Erdoğan criticized the way the newspaper put the headline of the interview and said he doesn’t endorse the misleading headline. He added that the text of the interview says no such thing.
US envoy to NATO Ivo Daalder told reporters on Tuesday that Turkey has not demanded a military assistance due to the situation in Syria so far but said the NATO’s only Muslim member was informing NATO member states about what is happening along its Syria border.
Erdoğan told a joint news conference with his Italian counterpart, Mario Monti, that NATO could invoke Art. 5 of the alliance in case Turkey is under attack but he said this is not the case at the moment. Art. 5 stipulates common NATO defense in case one of the members of the alliance was attacked.
Daalder added that if any attack is staged on Turkey or any other member countries, all NATO member states, including the US, will be ready to respond, he said.
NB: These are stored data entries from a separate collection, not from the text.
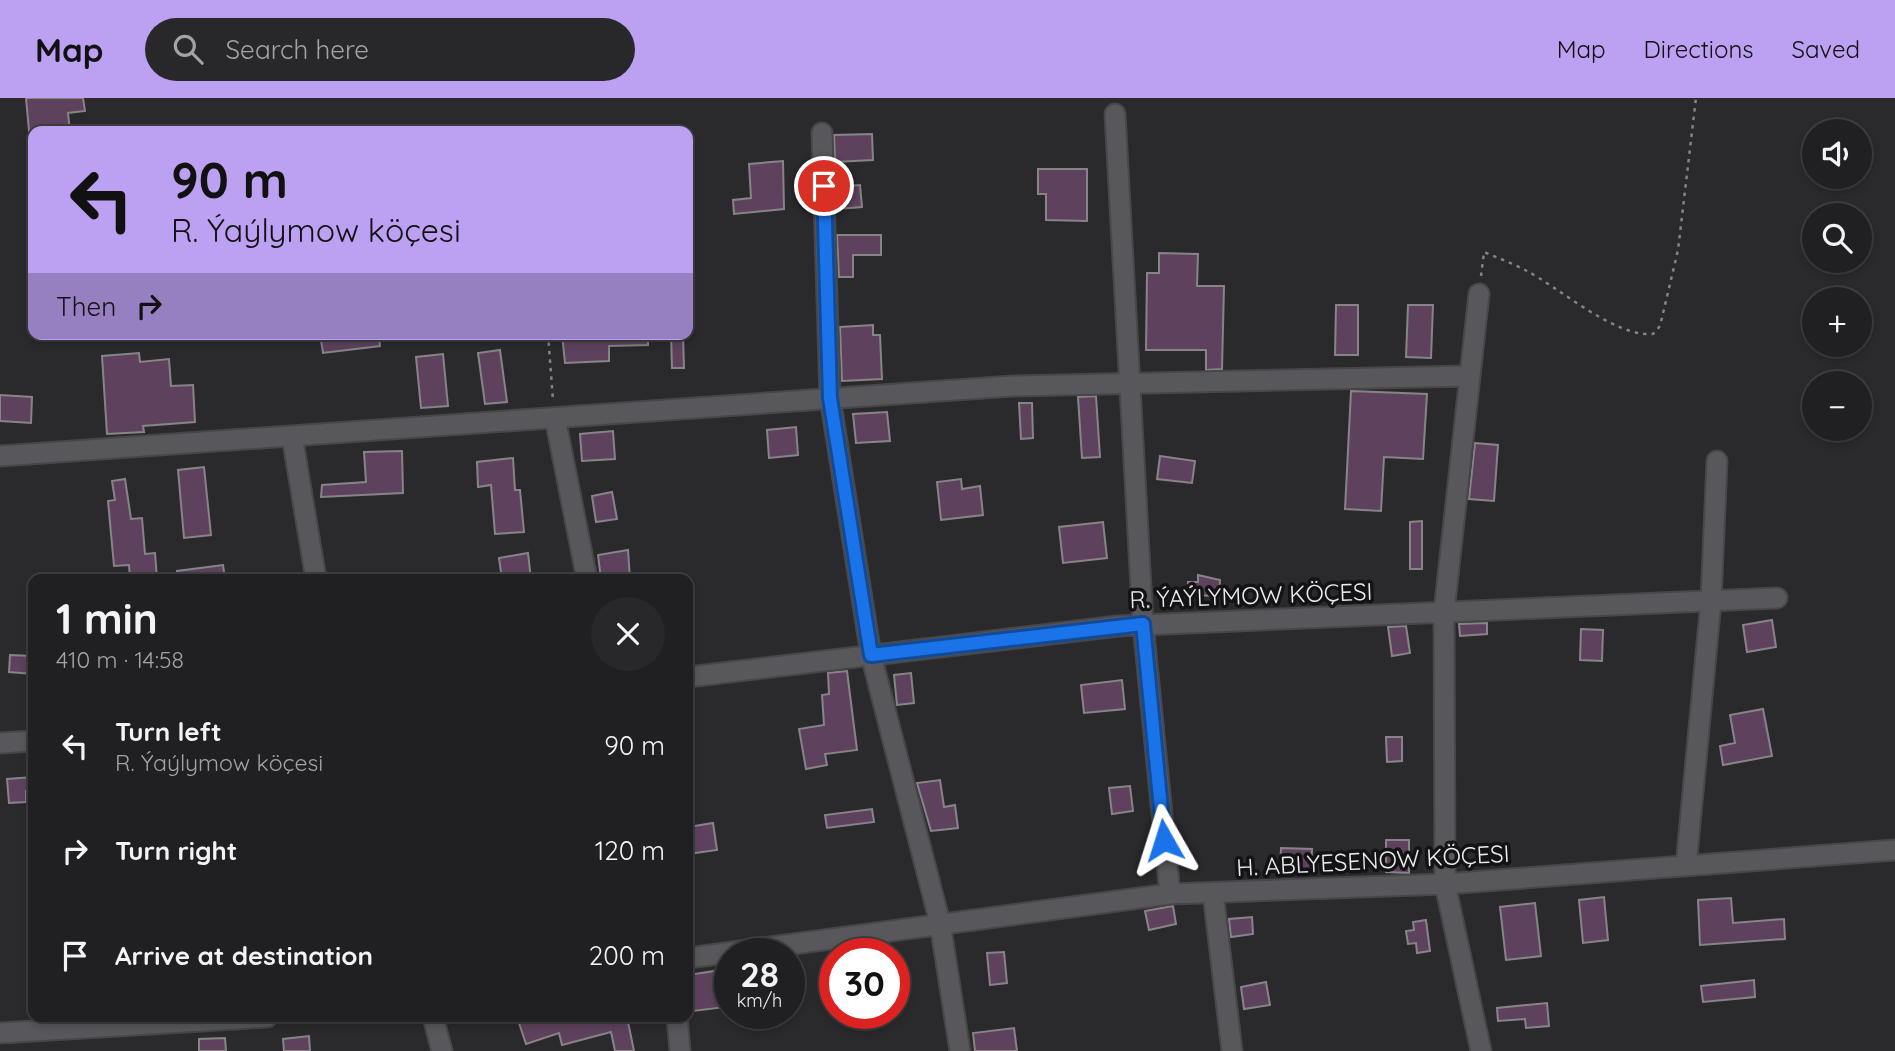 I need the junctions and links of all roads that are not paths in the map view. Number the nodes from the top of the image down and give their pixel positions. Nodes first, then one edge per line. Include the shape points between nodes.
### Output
1 (1115, 114) dead end
2 (822, 133) dead end
3 (1479, 294) road end
4 (1469, 376) junction
5 (1130, 383) junction
6 (830, 398) junction
7 (555, 418) junction
8 (292, 436) junction
9 (0, 456) edge
10 (1717, 461) dead end
11 (316, 574) edge
12 (586, 574) edge
13 (1777, 598) dead end
14 (1711, 601) junction
15 (1444, 612) junction
16 (1143, 624) junction
17 (871, 655) junction
18 (693, 676) edge
19 (28, 741) edge
20 (0, 743) edge
21 (1895, 850) edge
22 (1686, 866) junction
23 (1445, 884) junction
24 (1213, 893) junction
25 (1170, 894) junction
26 (940, 923) junction
27 (693, 957) edge
28 (184, 1022) edge
29 (434, 1022) edge
30 (677, 1022) edge
31 (0, 1033) edge
32 (442, 1051) edge
33 (680, 1051) edge
34 (960, 1051) edge
35 (1232, 1051) edge
36 (1481, 1051) edge

1 - 5 street
2 - 6 street
3 - 4 street
4 - 5 street
4 - 15 street
5 - 6 street
5 - 16 street
6 - 7 street
6 - 17 street
7 - 8 street
7 - 12 street
8 - 9 street
8 - 11 street
10 - 14 street
13 - 14 street, R. ÝAÝLYMOW KÖÇESI
14 - 15 street, R. ÝAÝLYMOW KÖÇESI
14 - 22 street
15 - 16 street, R. ÝAÝLYMOW KÖÇESI
15 - 23 street
16 - 17 street, R. ÝAÝLYMOW KÖÇESI
16 - 25 street
17 - 18 street, R. ÝAÝLYMOW KÖÇESI
17 - 26 street
19 - 20 street
21 - 22 street, H. ABLYESENOW KÖÇESI
22 - 23 street, H. ABLYESENOW KÖÇESI
23 - 24 street, H. ABLYESENOW KÖÇESI
23 - 36 street
24 - 25 street, H. ABLYESENOW KÖÇESI
24 - 35 street
25 - 26 street, H. ABLYESENOW KÖÇESI
26 - 27 street, H. ABLYESENOW KÖÇESI
26 - 34 street
28 - 31 street
29 - 32 street
30 - 33 street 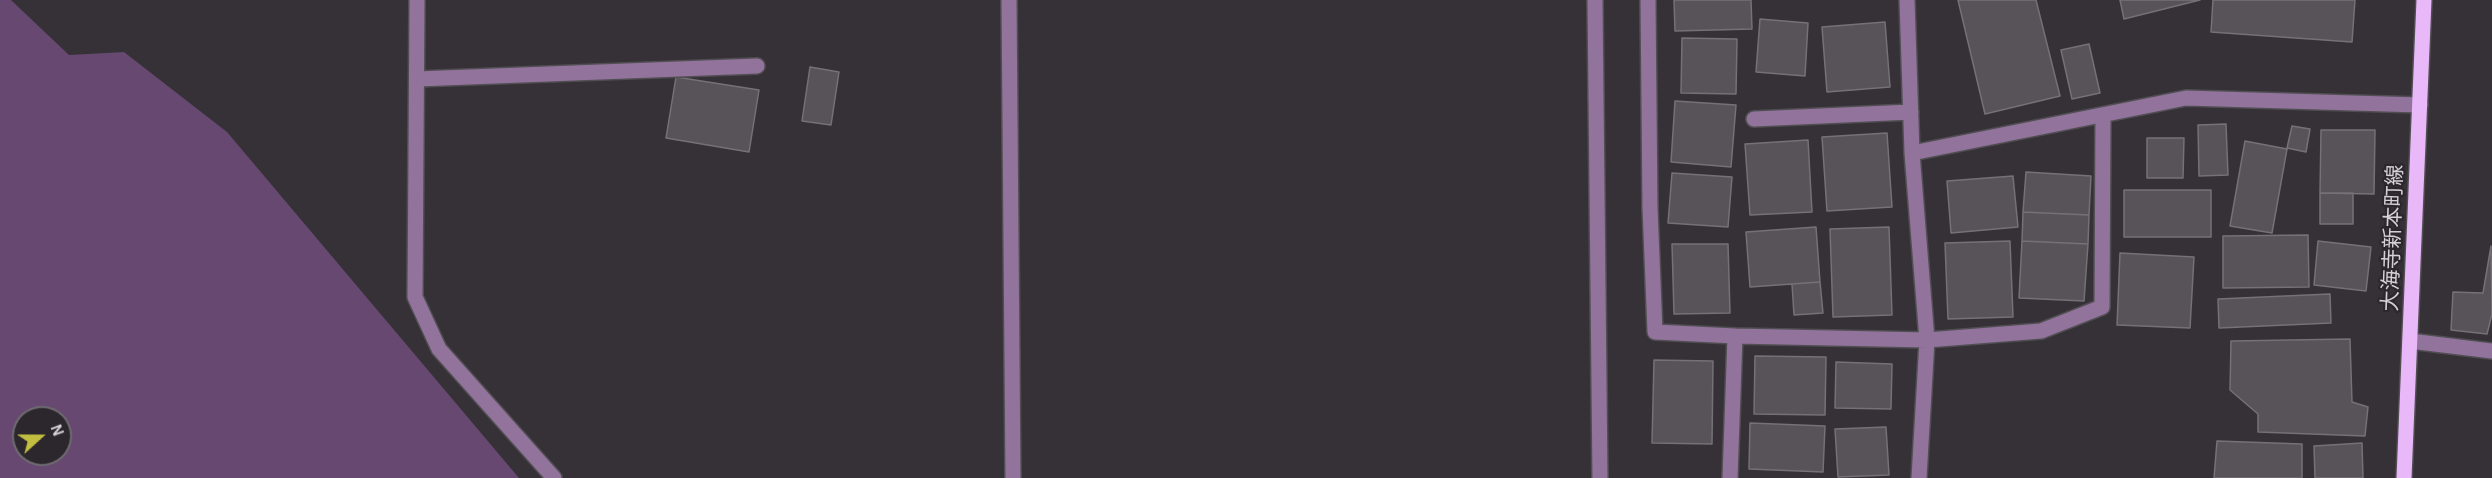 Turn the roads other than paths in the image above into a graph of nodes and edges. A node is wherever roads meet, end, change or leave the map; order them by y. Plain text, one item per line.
1 (417, 0) edge
2 (1008, 0) edge
3 (1595, 0) edge
4 (1648, 0) edge
5 (1907, 0) edge
6 (2424, 0) edge
7 (757, 66) dead end
8 (417, 79) junction
9 (2420, 105) junction
10 (1911, 112) junction
11 (2103, 115) junction
12 (1754, 119) dead end
13 (1912, 153) junction
14 (1735, 336) junction
15 (1927, 340) junction
16 (2410, 341) junction
17 (2492, 351) edge
18 (554, 478) edge
19 (1013, 478) edge
20 (1600, 478) edge
21 (1730, 478) edge
22 (1919, 478) edge
23 (2404, 478) edge

1 - 8 street
2 - 19 street
3 - 20 street
4 - 14 street
5 - 10 street
6 - 9 main road, 大海寺新本町線
7 - 8 street
8 - 18 street
9 - 11 street
9 - 16 main road, 大海寺新本町線
10 - 12 street
10 - 13 street
11 - 13 street
11 - 15 street
13 - 15 street
14 - 15 street
14 - 21 street
15 - 22 street
16 - 17 street
16 - 23 main road, 大海寺新本町線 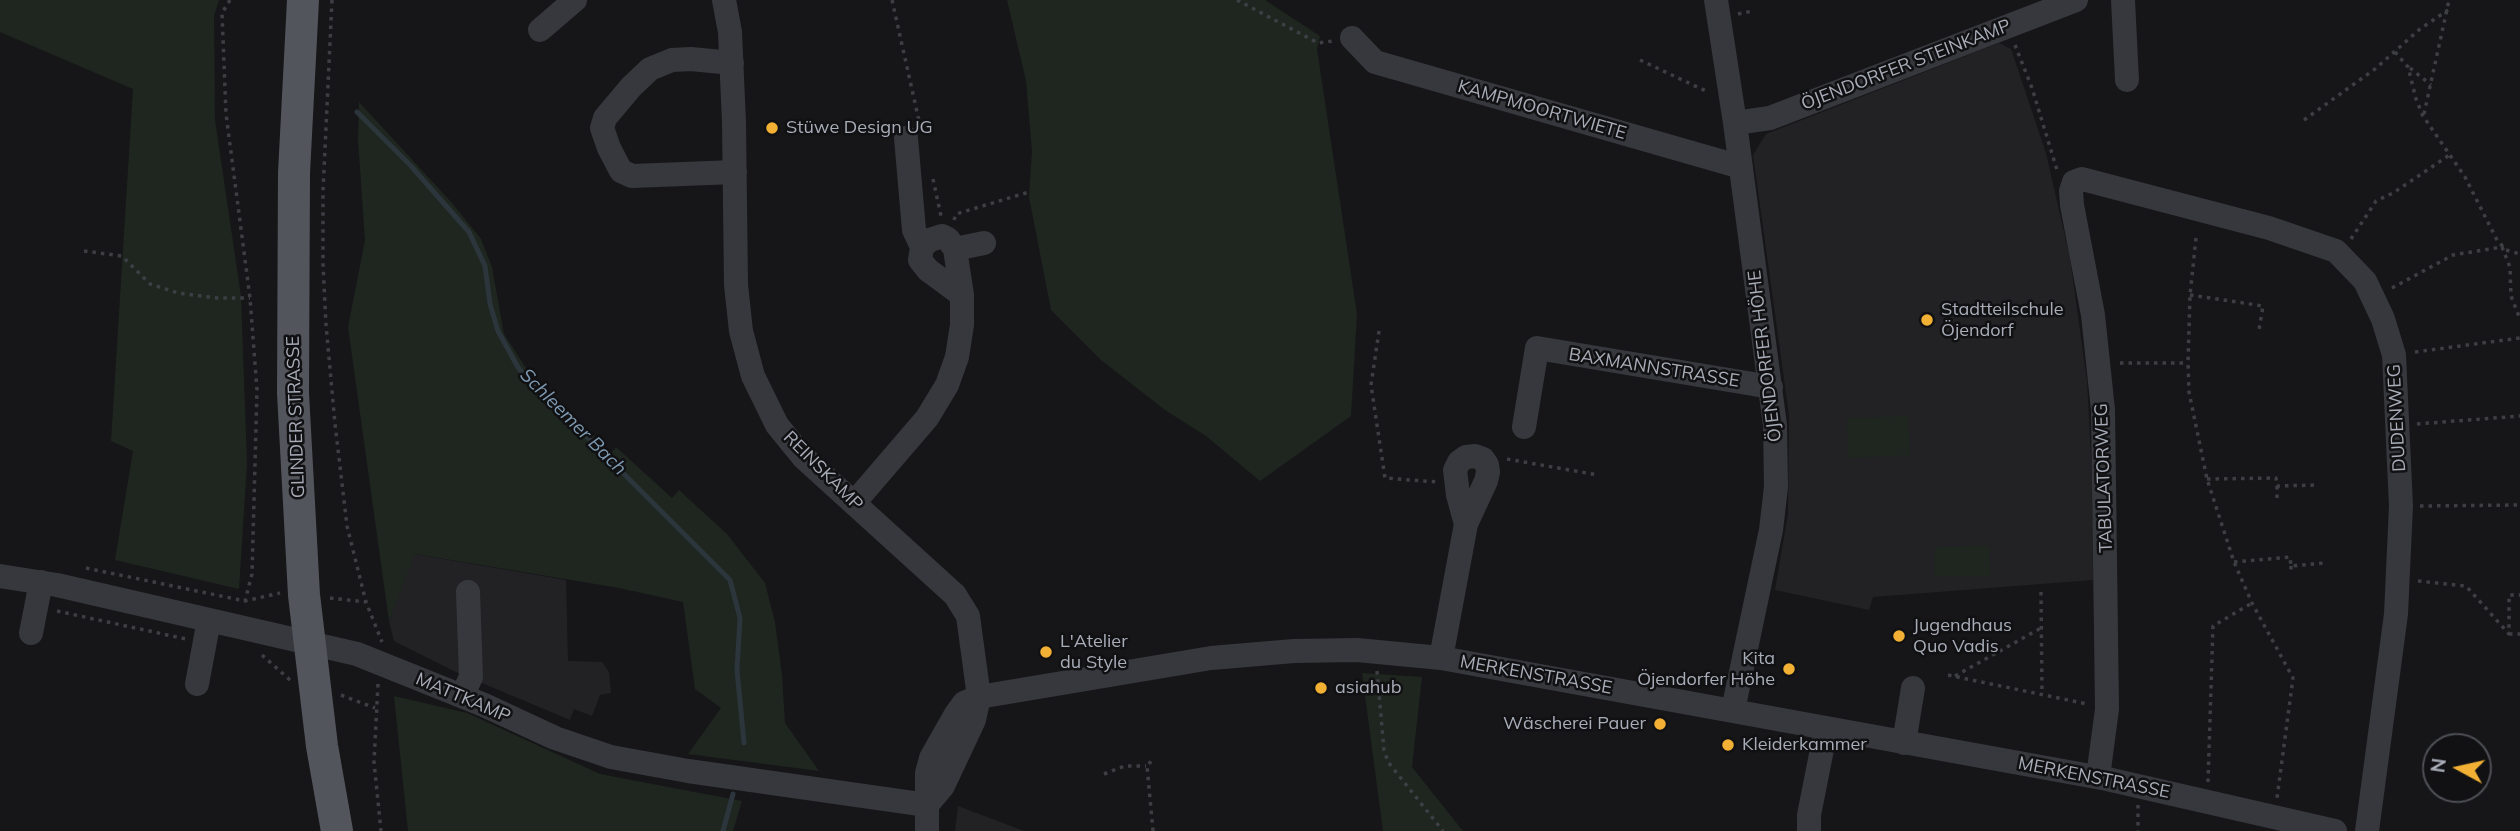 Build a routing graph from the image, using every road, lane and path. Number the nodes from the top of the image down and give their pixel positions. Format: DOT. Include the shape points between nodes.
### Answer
graph roads {
  1 [pos="230,0"];
  2 [pos="303,0"];
  3 [pos="332,0"];
  4 [pos="575,0"];
  5 [pos="724,0"];
  6 [pos="892,0"];
  7 [pos="1237,0"];
  8 [pos="1716,0"];
  9 [pos="2076,0"];
  10 [pos="2123,0"];
  11 [pos="2449,0"];
  12 [pos="2448,10"];
  13 [pos="2008,26"];
  14 [pos="540,30"];
  15 [pos="1352,38"];
  16 [pos="2395,52"];
  17 [pos="1640,60"];
  18 [pos="732,63"];
  19 [pos="2408,67"];
  20 [pos="2127,80"];
  21 [pos="2431,85"];
  22 [pos="1733,114"];
  23 [pos="2423,116"];
  24 [pos="2304,120"];
  25 [pos="914,134"];
  26 [pos="2451,154"];
  27 [pos="1741,167"];
  28 [pos="930,170"];
  29 [pos="735,172"];
  30 [pos="2074,181"];
  31 [pos="1029,192"];
  32 [pos="2196,238"];
  33 [pos="942,243"];
  34 [pos="985,243"];
  35 [pos="2502,247"];
  36 [pos="84,251"];
  37 [pos="2520,254"];
  38 [pos="2341,256"];
  39 [pos="962,295"];
  40 [pos="2190,295"];
  41 [pos="250,298"];
  42 [pos="2373,298"];
  43 [pos="2520,319"];
  44 [pos="2259,330"];
  45 [pos="1379,331"];
  46 [pos="2520,338"];
  47 [pos="2394,355"];
  48 [pos="2188,363"];
  49 [pos="2098,364"];
  50 [pos="1771,387"];
  51 [pos="2520,416"];
  52 [pos="2398,426"];
  53 [pos="1524,427"];
  54 [pos="1487,465"];
  55 [pos="1598,475"];
  56 [pos="2207,479"];
  57 [pos="1456,483"];
  58 [pos="2318,485"];
  59 [pos="2277,486"];
  60 [pos="2277,498"];
  61 [pos="854,503"];
  62 [pos="2520,505"];
  63 [pos="2401,506"];
  64 [pos="1466,524"];
  65 [pos="2234,562"];
  66 [pos="2324,563"];
  67 [pos="77,566"];
  68 [pos="2291,566"];
  69 [pos="2291,574"];
  70 [pos="0,576"];
  71 [pos="2398,578"];
  72 [pos="41,582"];
  73 [pos="468,592"];
  74 [pos="2041,592"];
  75 [pos="2520,595"];
  76 [pos="2252,603"];
  77 [pos="209,620"];
  78 [pos="2041,628"];
  79 [pos="31,633"];
  80 [pos="2509,634"];
  81 [pos="2520,634"];
  82 [pos="310,642"];
  83 [pos="1376,651"];
  84 [pos="1441,658"];
  85 [pos="380,663"];
  86 [pos="1948,675"];
  87 [pos="1955,676"];
  88 [pos="197,684"];
  89 [pos="1913,688"];
  90 [pos="2042,694"];
  91 [pos="462,696"];
  92 [pos="979,697"];
  93 [pos="2106,709"];
  94 [pos="1733,710"];
  95 [pos="1826,729"];
  96 [pos="1904,743"];
  97 [pos="1153,759"];
  98 [pos="1147,766"];
  99 [pos="1104,774"];
  100 [pos="2098,777"];
  101 [pos="2208,802"];
  102 [pos="927,805"];
  103 [pos="2275,817"];
  104 [pos="337,831"];
  105 [pos="381,831"];
  106 [pos="927,831"];
  107 [pos="1153,831"];
  108 [pos="1443,831"];
  109 [pos="1809,831"];
  110 [pos="2335,831"];
  111 [pos="2367,831"];
  1 -- 41 [label="path" via="222,13 226,114"];
  2 -- 82 [label="main road, GLINDER STRASSE" via="294,185 293,379 302,579"];
  3 -- 85 [label="path" via="323,191 326,325 347,526 366,603 382,640"];
  4 -- 14 [label="street"];
  5 -- 18 [label="street, REINSKAMP"];
  6 -- 25 [label="path"];
  7 -- 15 [label="path" via="1318,43"];
  8 -- 22 [label="street, ÖJENDORFER HÖHE"];
  9 -- 13 [label="street, ÖJENDORFER STEINKAMP"];
  10 -- 20 [label="street"];
  11 -- 12 [label="path"];
  12 -- 16 [label="path"];
  12 -- 21 [label="path"];
  13 -- 22 [label="street, ÖJENDORFER STEINKAMP" via="1770,118"];
  13 -- 30 [label="path" via="2057,170"];
  15 -- 27 [label="street, KAMPMOORTWIETE" via="1375,62"];
  16 -- 19 [label="path"];
  16 -- 24 [label="path"];
  17 -- 22 [label="path"];
  18 -- 29 [label="street, REINSKAMP"];
  18 -- 29 [label="street" via="672,60 650,69 605,118 602,128 621,171 632,176"];
  19 -- 21 [label="path"];
  19 -- 23 [label="path"];
  21 -- 23 [label="path"];
  22 -- 27 [label="street, ÖJENDORFER HÖHE"];
  23 -- 26 [label="path"];
  25 -- 33 [label="street" via="914,230"];
  26 -- 35 [label="path"];
  26 -- 38 [label="path" via="2376,201"];
  27 -- 50 [label="street, ÖJENDORFER HÖHE"];
  28 -- 33 [label="path"];
  29 -- 61 [label="street, REINSKAMP" via="736,285 741,331 753,376 777,425 803,457"];
  30 -- 38 [label="street, DUDENWEG" via="2093,181 2270,228"];
  30 -- 49 [label="street, TABULATORWEG" via="2071,205"];
  31 -- 33 [label="path" via="956,214"];
  32 -- 40 [label="path"];
  33 -- 34 [label="street"];
  33 -- 39 [label="street"];
  33 -- 39 [label="street" via="920,260"];
  35 -- 37 [label="path"];
  35 -- 42 [label="path" via="2453,255"];
  35 -- 43 [label="path"];
  36 -- 41 [label="path" via="122,256 150,284 178,293"];
  38 -- 42 [label="street, DUDENWEG" via="2365,281"];
  39 -- 61 [label="street" via="957,357 947,385 927,418"];
  40 -- 44 [label="path" via="2263,306"];
  40 -- 48 [label="path"];
  41 -- 67 [label="path" via="257,390 252,574 245,601"];
  42 -- 47 [label="street, DUDENWEG"];
  45 -- 57 [label="path" via="1371,385 1385,478"];
  46 -- 47 [label="path"];
  47 -- 52 [label="street, DUDENWEG"];
  48 -- 49 [label="path"];
  48 -- 56 [label="path" via="2189,392"];
  49 -- 93 [label="street, TABULATORWEG" via="2104,437"];
  50 -- 53 [label="street, BAXMANNSTRASSE" via="1537,348"];
  50 -- 94 [label="street, ÖJENDORFER HÖHE" via="1776,487 1771,530"];
  51 -- 52 [label="path"];
  52 -- 63 [label="street, DUDENWEG"];
  54 -- 55 [label="path" via="1495,457"];
  54 -- 57 [label="street" via="1483,459 1466,457 1455,470"];
  54 -- 64 [label="street" via="1486,481"];
  56 -- 59 [label="path" via="2277,478"];
  56 -- 65 [label="path"];
  57 -- 64 [label="street"];
  58 -- 59 [label="path"];
  59 -- 60 [label="path"];
  61 -- 92 [label="street, REINSKAMP" via="955,595 968,616"];
  62 -- 63 [label="path"];
  63 -- 71 [label="street, DUDENWEG"];
  64 -- 84 [label="street"];
  65 -- 68 [label="path" via="2290,557"];
  65 -- 76 [label="path"];
  66 -- 68 [label="path"];
  68 -- 69 [label="path"];
  70 -- 72 [label="street, MATTKAMP"];
  71 -- 80 [label="path" via="2466,586"];
  71 -- 111 [label="street, DUDENWEG"];
  72 -- 77 [label="street, MATTKAMP"];
  72 -- 79 [label="street"];
  73 -- 91 [label="street" via="471,677"];
  74 -- 78 [label="path"];
  75 -- 80 [label="path" via="2510,594"];
  76 -- 101 [label="path" via="2213,626"];
  76 -- 103 [label="path" via="2293,678"];
  77 -- 82 [label="street, MATTKAMP"];
  77 -- 88 [label="street"];
  78 -- 87 [label="path"];
  78 -- 90 [label="path"];
  80 -- 81 [label="path"];
  82 -- 85 [label="street, MATTKAMP"];
  82 -- 104 [label="main road, GLINDER STRASSE"];
  83 -- 84 [label="street, MERKENSTRASSE"];
  83 -- 92 [label="street, MERKENSTRASSE" via="1294,651 1211,659"];
  83 -- 108 [label="path" via="1388,762"];
  84 -- 94 [label="street, MERKENSTRASSE"];
  85 -- 91 [label="street, MATTKAMP"];
  85 -- 105 [label="path" via="374,762"];
  86 -- 87 [label="path"];
  87 -- 90 [label="path"];
  89 -- 96 [label="street"];
  90 -- 93 [label="path"];
  91 -- 102 [label="street, MATTKAMP" via="555,738 611,757"];
  92 -- 102 [label="street" via="964,704 937,746 927,773"];
  93 -- 100 [label="street, TABULATORWEG"];
  94 -- 95 [label="street, MERKENSTRASSE"];
  95 -- 96 [label="street, MERKENSTRASSE"];
  95 -- 109 [label="street"];
  96 -- 100 [label="street, MERKENSTRASSE"];
  97 -- 98 [label="path"];
  98 -- 99 [label="path" via="1125,766"];
  98 -- 107 [label="path"];
  100 -- 101 [label="street, MERKENSTRASSE"];
  101 -- 103 [label="street, MERKENSTRASSE"];
  102 -- 106 [label="street"];
  103 -- 110 [label="street, MERKENSTRASSE"];
}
Erdoğan told reporters upon his return from Italy on Tuesday night that “there is nothing more natural” than the army chief's US visit ahead of NATO's Chicago summit. He added that the trip was at the invitation of Özel's American counterpart.
“The Assad regime is finished. We've been patient thus far. But if the Syrian government continues to make the same mistakes at the border, this will grow into the situation described in the fifth article of the NATO charter,” he said, referring to the NATO provision which defines an attack on one member state as an attack on all others and requires a collective response.
US Secretary of State Hillary Clinton meanwhile suggested in recent weeks that the US would be open to supporting a Turkish appeal based on the NATO charter's less dire fourth provision, which calls for consultations between member countries if a NATO member's security is threatened.
But while Clinton told members of the Friends of Syria in April that discussing a potential NATO plan would “keep Assad off balance by leaving options on the table,” so far there has been little enthusiasm among the “Friends” group or NATO members for a military mission for the ouster of Syrian President Bashar al-Assad.
But as the precarious hold of a UN-brokered peace plan continues to loosen, pressure to act has grown, with Ankara's patience in particular tested by Syrian military operations only kilometers from the border, a growing number of Syrian refugees -- 24,000 are presently sheltered in Turkey -- and cross-border shooting by the Syrian military.
Last month, two refugees at a Turkish aid camp in the southeastern province of Kilis were killed by Syrian soldiers firing on rebels who were escaping across the border after ambushing a military checkpoint.
Ankara's fears about instability along the border have also been fueled by the growing profile of the Kurdistan Workers' Party (PKK) in northern Syria. In late April, four PKK terrorists were captured when they entered the Akçakale district of the southeastern Turkish province of Şanlıurfa from across the border. The group, which has not had a significant presence in Syria for 13 years, has re-emerged in the country's restive north amid a worsening security situation.
NATO mission remains difficult choice for allies
As Özel and Dempsey were set to discuss Syria on Wednesday, analysts predicted that though the US and other NATO members would be eager to make the symbolic gesture of offering political support for a Turkish intervention in Syria, direct military support would be more difficult to secure.
Cenap Çakmak, a professor of international affairs at Gazi University, told Today's Zaman on Tuesday that Turkey must “feature NATO in any plans in order not to give the image of Turkey thinking about going it alone.” Çakmak said it would be Turkey's job to convince NATO that it would have to play a forward role in any possible intervention scenario.
Center for Middle Eastern Strategic Studies (ORSAM) Syria analyst Oytun Orhan meanwhile said that while “there's no question that the US and others would like to see something done, and they'll absolutely support a more forceful Turkish stance,” Turkey would be hard pressed to find its NATO allies volunteering military forces for a potentially costly engagement in the near future.
“First, it's been more than a year, and most countries are still not indicating that they would take concrete steps in Syria. It's also an election year in the US, which means that the most critical partner is going to be extremely reluctant to act,” Orhan said.
The analyst said that given such reluctance, “only a rapid increase in the intensity of the border situation or a new provocation which demonstrates a real danger to Turkey's border security” would pave the way for NATO to become a key player in the Syrian crisis.
Nevertheless, said Orhan, “maybe the meeting and the possibility of NATO action will add a new layer of pressure on the Damascus government. I guess everything has to be tried to get them to stop the violence.”